→ Brief
What you return should be the lines from the first line of the records below through the line holding "Turn all roads", unchanged.

→ Records for processing
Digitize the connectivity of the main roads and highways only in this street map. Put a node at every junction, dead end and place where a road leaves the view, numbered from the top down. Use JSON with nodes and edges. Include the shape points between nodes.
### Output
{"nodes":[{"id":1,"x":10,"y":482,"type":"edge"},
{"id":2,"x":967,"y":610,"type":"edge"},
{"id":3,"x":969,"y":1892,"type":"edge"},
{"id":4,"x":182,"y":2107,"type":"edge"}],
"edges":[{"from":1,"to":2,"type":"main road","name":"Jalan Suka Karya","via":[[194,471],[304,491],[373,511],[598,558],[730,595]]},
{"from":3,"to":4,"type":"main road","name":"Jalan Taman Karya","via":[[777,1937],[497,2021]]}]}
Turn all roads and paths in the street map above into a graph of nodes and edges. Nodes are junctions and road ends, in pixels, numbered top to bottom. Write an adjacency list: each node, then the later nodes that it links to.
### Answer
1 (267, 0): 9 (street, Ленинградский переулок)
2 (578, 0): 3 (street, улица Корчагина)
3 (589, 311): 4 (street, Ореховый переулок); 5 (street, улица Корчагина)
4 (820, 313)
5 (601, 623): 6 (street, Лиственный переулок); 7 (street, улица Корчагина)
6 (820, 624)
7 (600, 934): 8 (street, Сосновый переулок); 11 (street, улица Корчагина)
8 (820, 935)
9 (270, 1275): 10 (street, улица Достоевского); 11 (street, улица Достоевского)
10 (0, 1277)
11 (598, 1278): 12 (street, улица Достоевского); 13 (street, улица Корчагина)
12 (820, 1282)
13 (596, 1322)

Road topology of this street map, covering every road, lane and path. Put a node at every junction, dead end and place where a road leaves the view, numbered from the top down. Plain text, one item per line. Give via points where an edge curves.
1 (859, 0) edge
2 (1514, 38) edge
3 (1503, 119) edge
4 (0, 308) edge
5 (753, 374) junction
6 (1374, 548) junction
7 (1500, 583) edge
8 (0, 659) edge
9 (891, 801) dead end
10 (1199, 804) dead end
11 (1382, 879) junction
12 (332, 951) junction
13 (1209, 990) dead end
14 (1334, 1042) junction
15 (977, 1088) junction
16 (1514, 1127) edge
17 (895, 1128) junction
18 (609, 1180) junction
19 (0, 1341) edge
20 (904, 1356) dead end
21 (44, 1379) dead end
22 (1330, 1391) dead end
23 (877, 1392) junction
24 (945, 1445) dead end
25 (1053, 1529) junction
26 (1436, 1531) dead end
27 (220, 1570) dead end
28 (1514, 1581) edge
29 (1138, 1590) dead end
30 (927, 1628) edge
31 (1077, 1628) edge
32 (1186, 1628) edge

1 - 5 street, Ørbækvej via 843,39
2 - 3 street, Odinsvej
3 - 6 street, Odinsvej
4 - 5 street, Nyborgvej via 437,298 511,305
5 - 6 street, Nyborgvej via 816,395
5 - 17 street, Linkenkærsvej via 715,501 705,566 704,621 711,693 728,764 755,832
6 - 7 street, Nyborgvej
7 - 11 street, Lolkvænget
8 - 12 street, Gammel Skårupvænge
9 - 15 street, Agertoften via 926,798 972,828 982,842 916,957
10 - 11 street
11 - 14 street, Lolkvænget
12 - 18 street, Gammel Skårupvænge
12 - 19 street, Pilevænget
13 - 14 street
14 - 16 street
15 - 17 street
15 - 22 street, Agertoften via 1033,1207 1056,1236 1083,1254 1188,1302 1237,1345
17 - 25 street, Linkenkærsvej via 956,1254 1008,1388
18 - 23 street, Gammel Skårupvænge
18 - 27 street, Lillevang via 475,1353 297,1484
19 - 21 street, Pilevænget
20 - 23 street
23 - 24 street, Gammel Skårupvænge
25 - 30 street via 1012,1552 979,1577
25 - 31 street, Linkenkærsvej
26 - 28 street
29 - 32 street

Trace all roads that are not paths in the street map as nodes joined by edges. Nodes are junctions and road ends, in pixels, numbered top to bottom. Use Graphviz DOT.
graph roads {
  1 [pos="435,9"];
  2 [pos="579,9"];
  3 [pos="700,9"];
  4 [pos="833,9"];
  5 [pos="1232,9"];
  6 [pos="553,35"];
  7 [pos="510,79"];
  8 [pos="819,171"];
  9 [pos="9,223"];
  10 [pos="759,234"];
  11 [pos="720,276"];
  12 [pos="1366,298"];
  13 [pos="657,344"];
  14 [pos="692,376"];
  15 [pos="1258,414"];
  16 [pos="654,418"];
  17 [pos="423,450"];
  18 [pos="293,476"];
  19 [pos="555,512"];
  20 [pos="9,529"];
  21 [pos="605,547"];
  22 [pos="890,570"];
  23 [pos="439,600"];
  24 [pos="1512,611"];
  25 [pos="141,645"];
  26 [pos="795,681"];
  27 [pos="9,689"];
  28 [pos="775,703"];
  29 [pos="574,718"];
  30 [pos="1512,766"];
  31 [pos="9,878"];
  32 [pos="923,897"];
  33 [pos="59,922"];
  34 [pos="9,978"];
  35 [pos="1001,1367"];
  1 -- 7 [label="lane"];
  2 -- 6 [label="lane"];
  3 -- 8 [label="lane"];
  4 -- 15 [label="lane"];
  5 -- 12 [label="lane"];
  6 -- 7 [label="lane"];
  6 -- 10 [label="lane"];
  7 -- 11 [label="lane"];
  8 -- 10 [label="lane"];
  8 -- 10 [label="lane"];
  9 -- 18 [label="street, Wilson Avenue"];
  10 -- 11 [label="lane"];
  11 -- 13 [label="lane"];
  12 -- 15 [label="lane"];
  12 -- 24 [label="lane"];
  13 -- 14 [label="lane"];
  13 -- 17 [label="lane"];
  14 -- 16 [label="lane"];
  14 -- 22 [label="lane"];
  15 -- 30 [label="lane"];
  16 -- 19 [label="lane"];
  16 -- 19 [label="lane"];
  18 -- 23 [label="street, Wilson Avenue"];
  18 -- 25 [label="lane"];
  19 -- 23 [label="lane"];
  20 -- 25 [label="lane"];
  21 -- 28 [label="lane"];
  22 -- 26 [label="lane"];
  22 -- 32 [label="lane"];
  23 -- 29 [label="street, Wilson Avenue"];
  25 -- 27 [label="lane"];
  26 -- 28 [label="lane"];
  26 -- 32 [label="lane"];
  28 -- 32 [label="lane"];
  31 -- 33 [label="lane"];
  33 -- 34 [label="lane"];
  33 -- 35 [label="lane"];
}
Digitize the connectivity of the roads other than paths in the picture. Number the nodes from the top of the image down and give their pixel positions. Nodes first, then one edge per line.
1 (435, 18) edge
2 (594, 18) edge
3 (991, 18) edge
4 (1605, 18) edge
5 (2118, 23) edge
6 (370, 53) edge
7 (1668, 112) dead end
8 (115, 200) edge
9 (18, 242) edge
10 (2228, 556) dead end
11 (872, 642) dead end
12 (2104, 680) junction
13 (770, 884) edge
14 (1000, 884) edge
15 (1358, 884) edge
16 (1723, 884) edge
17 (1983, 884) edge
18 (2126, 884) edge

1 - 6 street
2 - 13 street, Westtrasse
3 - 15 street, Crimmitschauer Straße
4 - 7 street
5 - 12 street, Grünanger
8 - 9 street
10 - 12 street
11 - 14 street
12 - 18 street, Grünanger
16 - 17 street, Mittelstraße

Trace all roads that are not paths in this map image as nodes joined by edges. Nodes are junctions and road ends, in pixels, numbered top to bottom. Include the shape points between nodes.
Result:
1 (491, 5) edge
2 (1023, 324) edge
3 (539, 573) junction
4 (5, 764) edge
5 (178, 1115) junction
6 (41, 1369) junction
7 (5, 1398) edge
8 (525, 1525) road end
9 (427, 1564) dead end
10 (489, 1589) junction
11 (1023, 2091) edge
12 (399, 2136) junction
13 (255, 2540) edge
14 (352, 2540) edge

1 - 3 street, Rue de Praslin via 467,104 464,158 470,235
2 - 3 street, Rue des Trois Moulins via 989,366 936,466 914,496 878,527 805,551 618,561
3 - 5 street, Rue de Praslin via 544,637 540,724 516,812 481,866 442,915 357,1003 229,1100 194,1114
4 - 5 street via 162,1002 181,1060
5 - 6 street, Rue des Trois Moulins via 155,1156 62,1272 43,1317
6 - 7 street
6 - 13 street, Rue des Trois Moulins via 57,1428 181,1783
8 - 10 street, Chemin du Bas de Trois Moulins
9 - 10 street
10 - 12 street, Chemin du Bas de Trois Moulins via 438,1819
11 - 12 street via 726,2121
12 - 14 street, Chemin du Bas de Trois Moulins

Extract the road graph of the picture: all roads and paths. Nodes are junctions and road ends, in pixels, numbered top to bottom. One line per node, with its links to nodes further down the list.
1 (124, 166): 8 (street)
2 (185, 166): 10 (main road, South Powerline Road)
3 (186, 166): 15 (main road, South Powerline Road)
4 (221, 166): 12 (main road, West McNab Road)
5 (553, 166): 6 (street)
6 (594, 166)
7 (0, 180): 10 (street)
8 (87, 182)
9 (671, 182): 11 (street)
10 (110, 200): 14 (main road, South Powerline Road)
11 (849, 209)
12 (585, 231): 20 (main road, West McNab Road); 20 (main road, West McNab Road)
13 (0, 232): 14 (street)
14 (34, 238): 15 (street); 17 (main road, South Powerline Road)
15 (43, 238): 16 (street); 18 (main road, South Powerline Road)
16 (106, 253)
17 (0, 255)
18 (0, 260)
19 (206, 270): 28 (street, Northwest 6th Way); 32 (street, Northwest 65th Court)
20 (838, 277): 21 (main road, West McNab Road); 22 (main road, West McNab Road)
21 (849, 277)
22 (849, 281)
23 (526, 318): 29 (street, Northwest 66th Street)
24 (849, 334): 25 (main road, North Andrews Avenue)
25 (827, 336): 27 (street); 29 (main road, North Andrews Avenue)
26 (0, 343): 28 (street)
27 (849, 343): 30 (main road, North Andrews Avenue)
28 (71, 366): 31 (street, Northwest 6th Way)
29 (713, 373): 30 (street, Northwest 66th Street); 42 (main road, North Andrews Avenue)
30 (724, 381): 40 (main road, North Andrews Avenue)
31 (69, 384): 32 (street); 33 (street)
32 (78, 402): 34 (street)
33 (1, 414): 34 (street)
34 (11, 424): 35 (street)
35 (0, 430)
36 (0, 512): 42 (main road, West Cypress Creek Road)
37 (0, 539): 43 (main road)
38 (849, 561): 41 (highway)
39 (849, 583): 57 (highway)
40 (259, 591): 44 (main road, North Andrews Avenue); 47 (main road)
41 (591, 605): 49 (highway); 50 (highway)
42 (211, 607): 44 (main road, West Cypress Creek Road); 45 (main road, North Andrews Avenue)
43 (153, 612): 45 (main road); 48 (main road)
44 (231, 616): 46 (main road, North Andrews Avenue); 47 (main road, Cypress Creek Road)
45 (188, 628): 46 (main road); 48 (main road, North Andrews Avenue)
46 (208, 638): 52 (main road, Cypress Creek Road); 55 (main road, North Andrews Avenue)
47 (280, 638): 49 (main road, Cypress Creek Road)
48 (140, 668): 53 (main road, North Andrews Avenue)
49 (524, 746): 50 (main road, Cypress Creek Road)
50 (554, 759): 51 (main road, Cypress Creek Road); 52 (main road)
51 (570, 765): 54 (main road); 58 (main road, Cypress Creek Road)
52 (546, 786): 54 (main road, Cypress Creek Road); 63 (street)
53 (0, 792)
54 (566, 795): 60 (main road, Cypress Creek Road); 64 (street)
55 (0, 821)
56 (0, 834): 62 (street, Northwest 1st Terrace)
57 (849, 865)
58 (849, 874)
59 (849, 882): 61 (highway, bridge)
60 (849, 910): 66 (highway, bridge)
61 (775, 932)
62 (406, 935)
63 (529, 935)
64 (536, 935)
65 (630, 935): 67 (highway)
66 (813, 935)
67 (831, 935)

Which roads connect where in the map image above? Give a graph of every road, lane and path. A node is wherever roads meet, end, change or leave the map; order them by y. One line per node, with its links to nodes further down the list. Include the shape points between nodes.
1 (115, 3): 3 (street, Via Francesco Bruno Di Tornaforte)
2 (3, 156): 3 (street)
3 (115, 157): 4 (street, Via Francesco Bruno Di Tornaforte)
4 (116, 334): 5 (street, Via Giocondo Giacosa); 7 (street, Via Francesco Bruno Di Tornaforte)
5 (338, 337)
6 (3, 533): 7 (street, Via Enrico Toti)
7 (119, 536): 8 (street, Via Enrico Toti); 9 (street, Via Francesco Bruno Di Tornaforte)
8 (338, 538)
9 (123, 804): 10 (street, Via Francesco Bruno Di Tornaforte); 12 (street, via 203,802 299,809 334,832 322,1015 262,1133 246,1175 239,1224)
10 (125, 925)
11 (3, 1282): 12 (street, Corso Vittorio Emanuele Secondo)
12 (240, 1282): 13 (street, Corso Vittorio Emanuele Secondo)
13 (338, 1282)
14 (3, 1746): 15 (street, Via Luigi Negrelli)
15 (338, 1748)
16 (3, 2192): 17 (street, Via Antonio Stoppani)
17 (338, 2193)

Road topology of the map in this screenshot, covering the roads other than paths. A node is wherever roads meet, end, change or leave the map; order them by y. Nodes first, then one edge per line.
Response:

→ Your response
Digitize the connectivity of the main roads and highways only in this street map. Put a node at every junction, dead end and place where a road leaves the view, numbered from the top down. Use JSON with nodes and edges. Include the shape points between nodes.
### Output
{"nodes":[{"id":1,"x":10,"y":482,"type":"edge"},
{"id":2,"x":967,"y":610,"type":"edge"},
{"id":3,"x":969,"y":1892,"type":"edge"},
{"id":4,"x":182,"y":2107,"type":"edge"}],
"edges":[{"from":1,"to":2,"type":"main road","name":"Jalan Suka Karya","via":[[194,471],[304,491],[373,511],[598,558],[730,595]]},
{"from":3,"to":4,"type":"main road","name":"Jalan Taman Karya","via":[[777,1937],[497,2021]]}]}
Turn all roads and paths in the street map above into a graph of nodes and edges. Nodes are junctions and road ends, in pixels, numbered top to bottom. Write an adjacency list: each node, then the later nodes that it links to.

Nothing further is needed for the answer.